Eugene Dunphy continues his series on popular folk songs and ballads
The subject of the ballad, Margaret (‘Maggie’) Clark, was born on the 14th of July, 1841, in the Canadian town of Glanford, about twelve miles south of Hamilton, Ontario. It was there she met her future husband, George Washington Johnson, a young teacher and poet from Binbrook, a short distance from Glanford.
They soon fell in love and began a courtship, the couple frequently taking day trips to the scenic Twenty Mile Creek, where Maggie’s father Joseph had a sawmill.
In mid-1864, George self-published a book of poems entitled Maple Leaves, which included When You and I Were Young, an endearing ode to his sweetheart from Glanford.
A few months later, 21st of October, 1864, twenty-five-year-old George married twenty-three-year-old Maggie at Glanford Methodist Church. Alas, tragedy soon visited the home of the newly-weds, when on the 12th of May, 1865, Margaret Clark Johnson died from tuberculosis.

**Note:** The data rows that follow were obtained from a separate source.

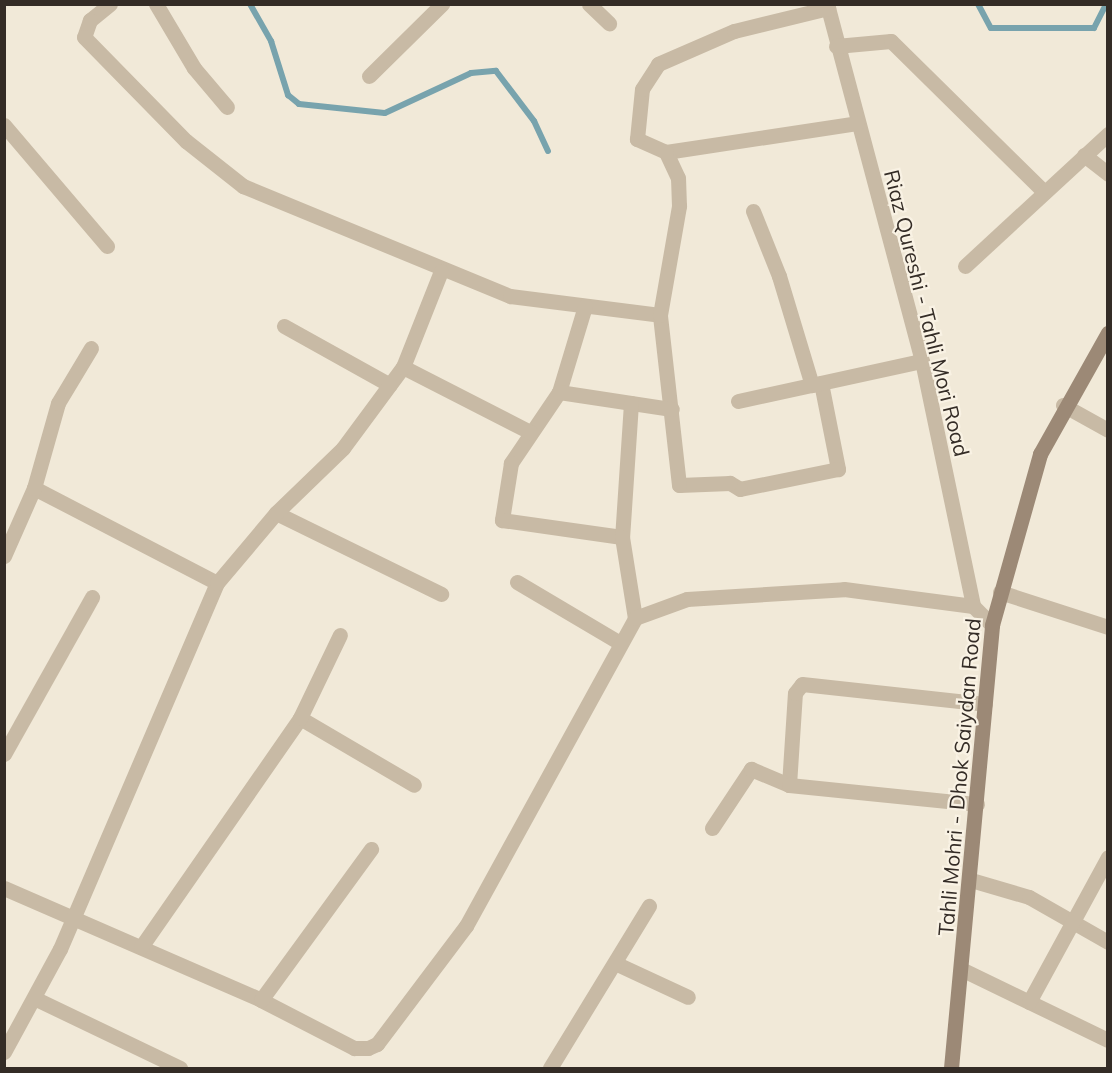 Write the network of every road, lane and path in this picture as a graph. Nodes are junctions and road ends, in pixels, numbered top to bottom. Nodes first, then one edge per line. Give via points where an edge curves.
1 (110, 4) edge
2 (156, 4) edge
3 (589, 4) edge
4 (440, 5) edge
5 (827, 6) edge
6 (609, 23) dead end
7 (836, 45) junction
8 (369, 76) dead end
9 (227, 106) dead end
10 (857, 123) junction
11 (4, 125) edge
12 (1107, 134) edge
13 (666, 152) junction
14 (1084, 155) junction
15 (1107, 174) edge
16 (1044, 192) junction
17 (753, 212) dead end
18 (107, 246) dead end
19 (965, 266) dead end
20 (441, 271) junction
21 (585, 306) junction
22 (660, 315) junction
23 (284, 326) dead end
24 (1107, 333) edge
25 (91, 348) dead end
26 (922, 361) junction
27 (403, 367) junction
28 (817, 384) junction
29 (390, 385) junction
30 (559, 392) junction
31 (738, 401) dead end
32 (630, 403) junction
33 (1064, 405) junction
34 (672, 409) junction
35 (1107, 430) edge
36 (530, 432) junction
37 (34, 488) junction
38 (276, 513) junction
39 (622, 537) junction
40 (4, 556) edge
41 (517, 582) dead end
42 (217, 583) junction
43 (1000, 592) junction
44 (441, 594) dead end
45 (92, 597) dead end
46 (973, 606) junction
47 (635, 618) junction
48 (992, 625) junction
49 (1107, 627) edge
50 (340, 635) dead end
51 (620, 643) junction
52 (985, 704) junction
53 (300, 718) junction
54 (4, 754) edge
55 (414, 784) dead end
56 (789, 784) junction
57 (977, 804) junction
58 (712, 828) dead end
59 (371, 849) dead end
60 (1107, 857) edge
61 (971, 880) junction
62 (4, 888) edge
63 (649, 906) dead end
64 (73, 920) junction
65 (1075, 921) junction
66 (1107, 942) edge
67 (141, 947) junction
68 (617, 964) junction
69 (962, 969) junction
70 (688, 997) dead end
71 (34, 998) junction
72 (261, 1000) junction
73 (1029, 1002) junction
74 (1107, 1040) edge
75 (4, 1052) edge
76 (180, 1068) edge
77 (550, 1068) edge
78 (951, 1068) edge

1 - 20 street via 90,20 84,37 186,141 269,200
2 - 9 street via 194,68
3 - 6 street
4 - 8 street
5 - 7 street, Riaz Qureshi - Tahli Mori Road
5 - 13 street via 734,31 658,64 642,89 637,139
7 - 10 street, Riaz Qureshi - Tahli Mori Road
7 - 16 street via 891,41
10 - 13 street
10 - 26 street, Riaz Qureshi - Tahli Mori Road
11 - 18 street
12 - 14 street
13 - 22 street via 678,178 679,206
14 - 15 street
14 - 16 street
16 - 19 street
17 - 28 street
20 - 21 street via 518,298
20 - 27 street
21 - 22 street
21 - 30 street
22 - 34 street
23 - 29 street
24 - 33 street, Tahli Mohri - Dhok Saiydan Road
25 - 37 street via 58,404
26 - 28 street
26 - 46 street, Riaz Qureshi - Tahli Mori Road
27 - 29 street
27 - 36 street
28 - 31 street
28 - 34 street via 838,469 740,489 730,483 679,485
29 - 38 street via 343,448
30 - 32 street
30 - 36 street
32 - 34 street
32 - 39 street
33 - 35 street
33 - 43 street, Tahli Mohri - Dhok Saiydan Road via 1040,454
36 - 39 street via 511,463 502,520
37 - 40 street
37 - 42 street
38 - 42 street
38 - 44 street
39 - 47 street
41 - 51 street
42 - 64 street
43 - 48 street, Tahli Mohri - Dhok Saiydan Road
43 - 49 street
45 - 54 street
46 - 47 street via 844,589 687,599
46 - 48 street
47 - 51 street
48 - 52 street, Tahli Mohri - Dhok Saiydan Road
50 - 53 street
51 - 72 street via 466,926 376,1044 354,1048
52 - 56 street via 802,684 795,693
52 - 57 street, Tahli Mohri - Dhok Saiydan Road
53 - 55 street
53 - 67 street
56 - 57 street
56 - 58 street via 751,769
57 - 61 street, Tahli Mohri - Dhok Saiydan Road
59 - 72 street
60 - 65 street
61 - 65 street via 1029,897
61 - 69 street, Tahli Mohri - Dhok Saiydan Road
62 - 64 street
63 - 68 street
64 - 67 street
64 - 71 street
65 - 66 street
65 - 73 street
67 - 72 street
68 - 70 street
68 - 77 street
69 - 73 street
69 - 78 street, Tahli Mohri - Dhok Saiydan Road
71 - 75 street
71 - 76 street
73 - 74 street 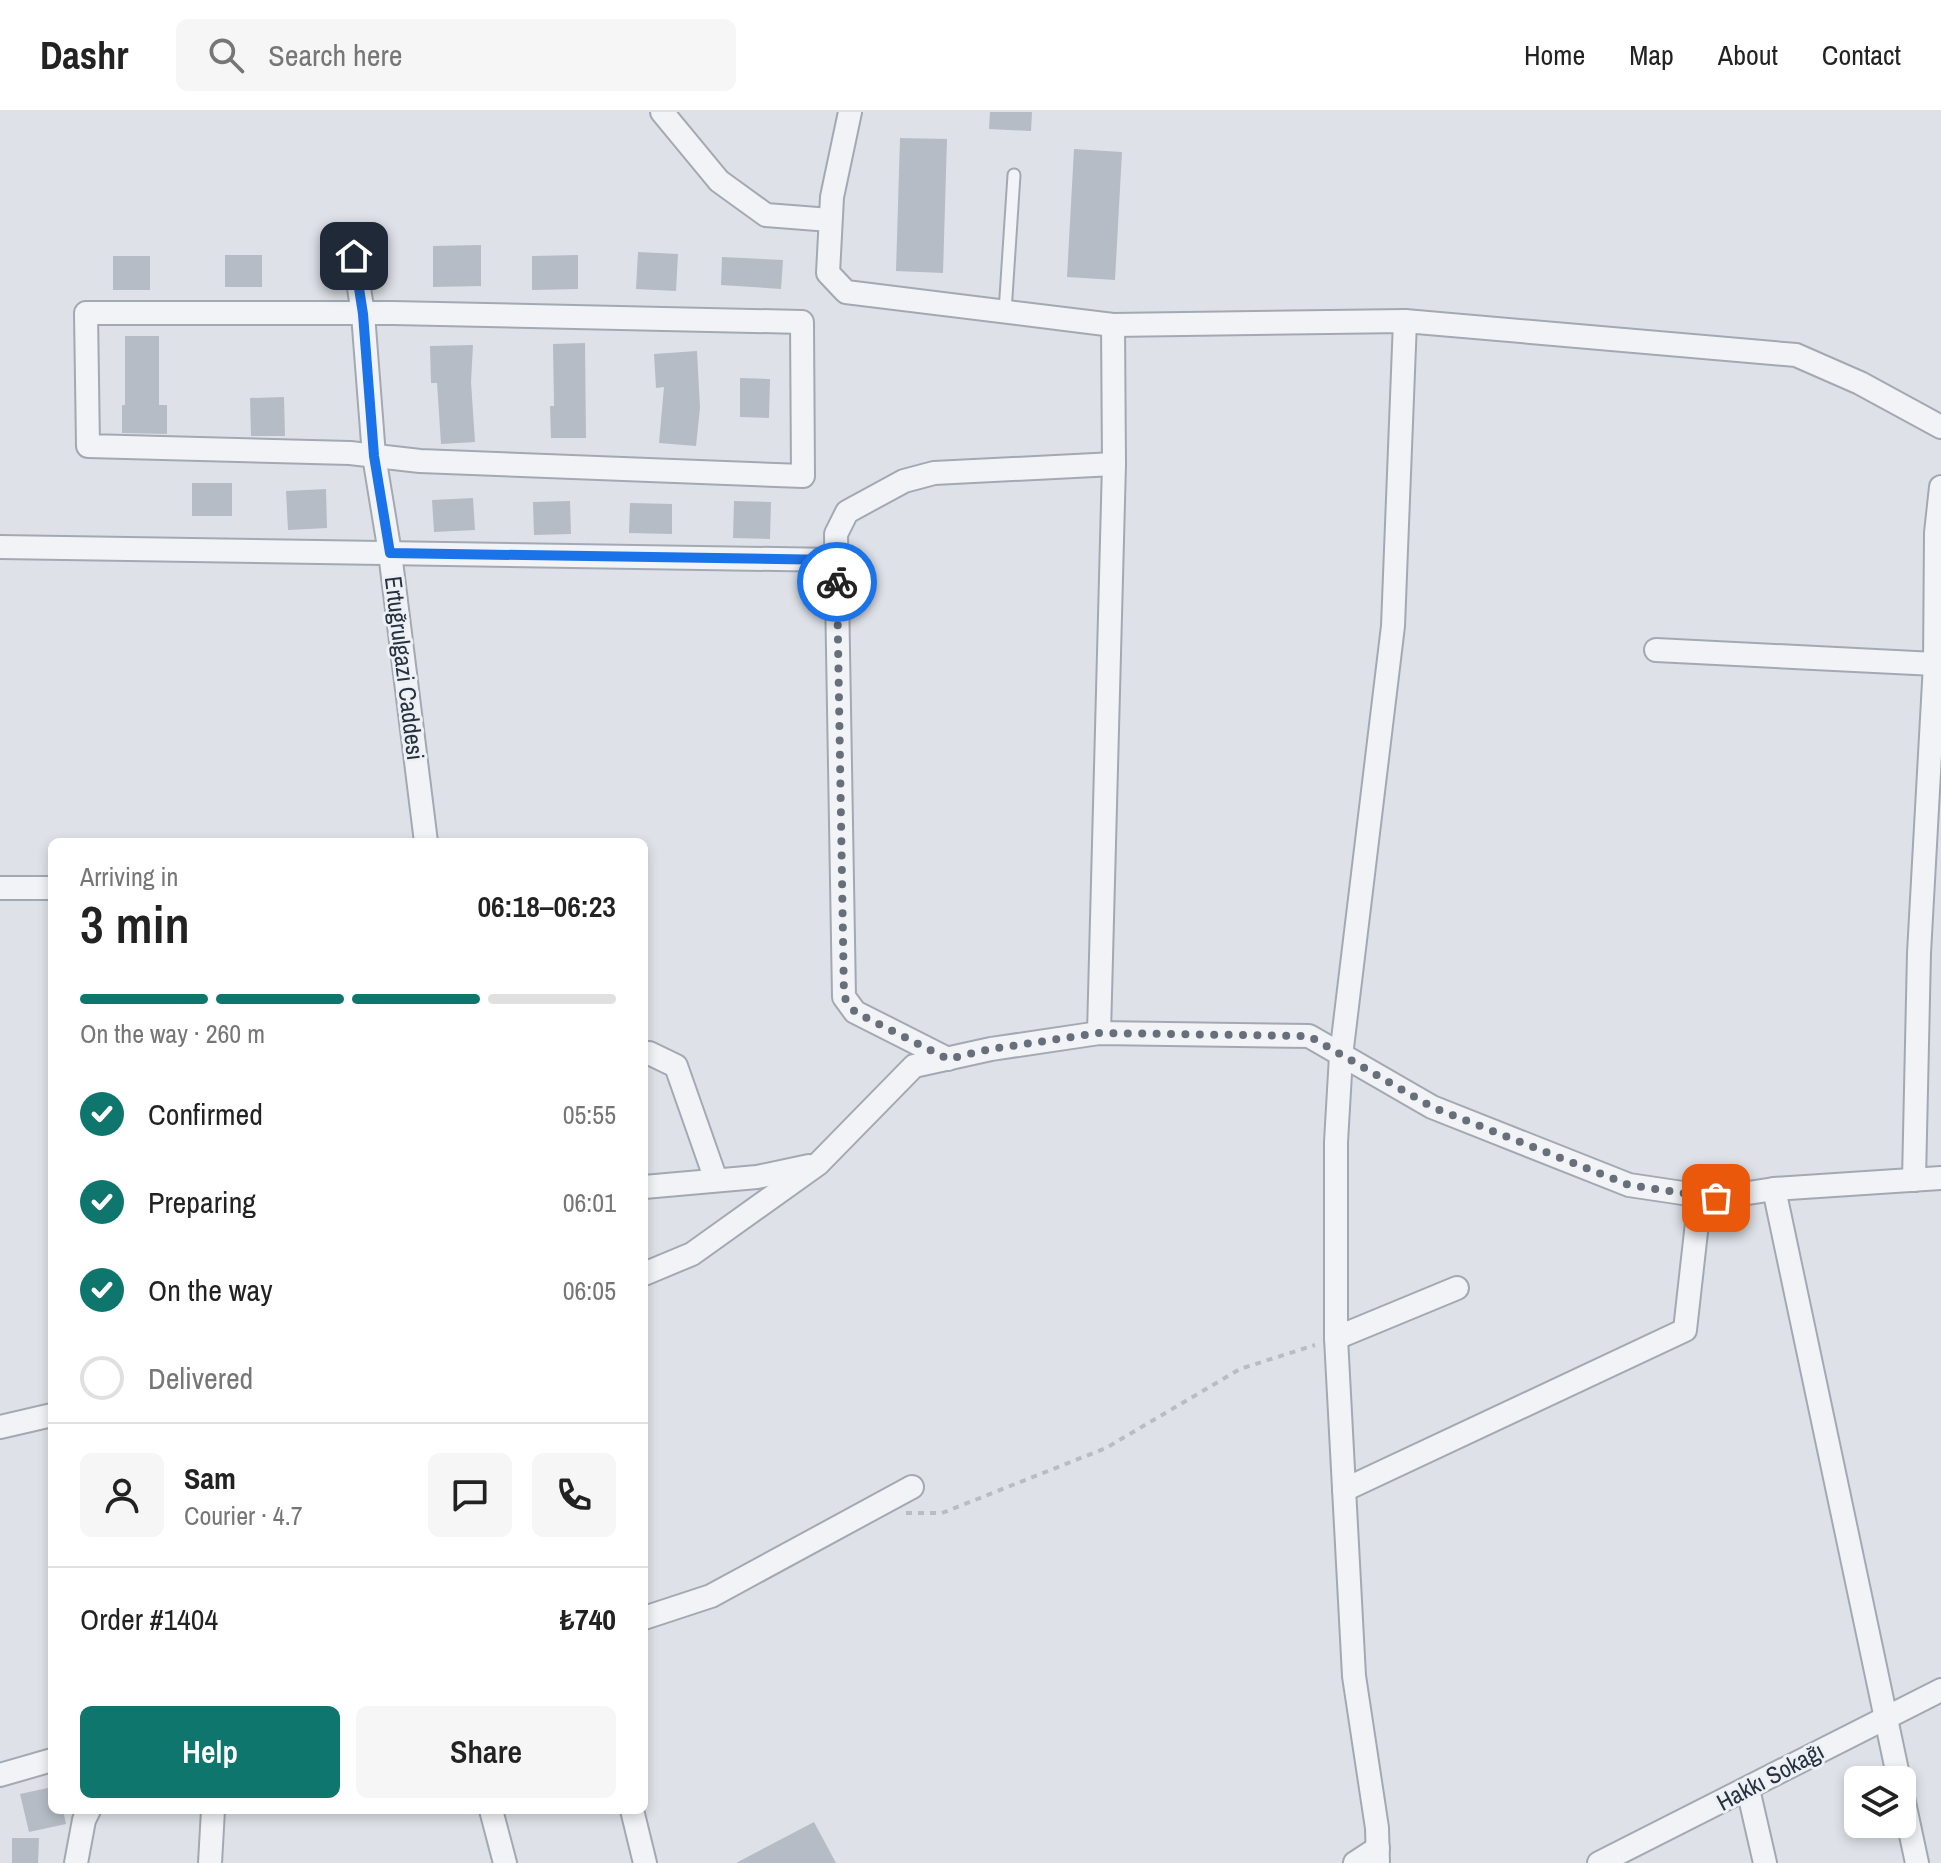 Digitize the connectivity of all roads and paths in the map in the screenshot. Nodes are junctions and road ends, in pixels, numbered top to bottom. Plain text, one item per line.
1 (662, 112) edge
2 (850, 112) edge
3 (1014, 175) dead end
4 (830, 220) junction
5 (354, 256) dead end
6 (1005, 312) junction
7 (363, 314) junction
8 (1405, 321) junction
9 (1113, 325) junction
10 (1941, 427) edge
11 (374, 456) junction
12 (1114, 464) junction
13 (1941, 487) edge
14 (0, 547) edge
15 (390, 553) junction
16 (836, 560) junction
17 (1656, 650) dead end
18 (1935, 664) junction
19 (426, 838) edge
20 (0, 888) edge
21 (48, 888) edge
22 (1099, 1033) junction
23 (648, 1053) edge
24 (1341, 1056) junction
25 (948, 1059) junction
26 (818, 1164) junction
27 (1941, 1178) edge
28 (716, 1180) junction
29 (1914, 1180) junction
30 (648, 1187) edge
31 (1774, 1189) junction
32 (1700, 1196) junction
33 (648, 1272) edge
34 (1457, 1288) dead end
35 (1336, 1338) junction
36 (48, 1416) edge
37 (0, 1427) edge
38 (912, 1487) dead end
39 (1344, 1490) junction
40 (881, 1503) junction
41 (648, 1617) edge
42 (1941, 1690) edge
43 (1886, 1716) junction
44 (48, 1761) edge
45 (1896, 1766) edge
46 (0, 1775) edge
47 (1748, 1789) junction
48 (87, 1814) edge
49 (213, 1814) edge
50 (492, 1814) edge
51 (633, 1814) edge
52 (1912, 1838) edge
53 (1378, 1856) edge
54 (76, 1863) edge
55 (210, 1863) edge
56 (505, 1863) edge
57 (645, 1863) edge
58 (1355, 1863) edge
59 (1599, 1863) edge
60 (1765, 1863) edge
61 (1917, 1863) edge

1 - 4 street
2 - 4 street
3 - 6 lane
4 - 6 street
5 - 7 street, Ertuğrulgazi Caddesi
6 - 9 street
7 - 11 street, Ertuğrulgazi Caddesi
7 - 11 street
7 - 11 street
8 - 9 street
8 - 10 street
8 - 24 street
9 - 12 street
11 - 15 street, Ertuğrulgazi Caddesi
12 - 16 street
12 - 22 street
13 - 18 street
14 - 15 street
15 - 16 street
15 - 19 street, Ertuğrulgazi Caddesi
16 - 25 street
17 - 18 street
18 - 29 street
20 - 21 street
22 - 24 street
22 - 25 street
23 - 28 street
24 - 32 street
24 - 35 street
25 - 26 street
26 - 28 street
26 - 33 street
27 - 29 street
28 - 30 street
29 - 31 street
31 - 32 street
31 - 43 street
32 - 39 street
34 - 35 street
35 - 39 street
35 - 40 path
36 - 37 street
38 - 40 street
39 - 53 street
40 - 41 street
42 - 43 street, Hakkı Sokağı
43 - 45 street
43 - 47 street, Hakkı Sokağı
44 - 46 street
47 - 59 street, Hakkı Sokağı
47 - 60 street
48 - 54 street
49 - 55 street
50 - 56 street
51 - 57 street
52 - 61 street
53 - 58 street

After being laid to rest at Whitechurch Cemetery, not far from her birthplace, her grief-stricken husband left Glanford and returned to his home town of Binbrook.
George clearly saw merit in When You and I Were Young, so much so he asked James Austin Butterfield (1837-1891) if he would consider setting it to music, to which he agreed; originally from Hertfordshire, England, Butterfield had been in America since 1856 and had established himself as a successful composer and choirmaster.
The Johnson/Butterfield composition was published in sheet music form in 1866, by Oliver Ditson & Co., Boston, under the new title of When You and I Were Young, Maggie. Interestingly, it included a memorable four-line chorus, which was not part of Johnson’s original poem.
Almost immediately, Canadians and Americans took the ballad to their hearts, and within four years it was being sung in concert halls across the Atlantic. Such was its popularity in Ireland, readers often wrote to newspaper editors in Dublin, Cork and Belfast, asking them to supply the lyrics.
This, for example, from the Dublin-based Irish Emerald, June, 1892: ‘Denis Cronin, Ash Grove, Queenstown, County Cork, would be much obliged to any reader for the words of When You and I Were Young, Maggie. A few weeks later, the same paper published yet another request for the ballad, this time from ‘Denis O’Donoghue, Lack West, Kilmihill, County Clare’.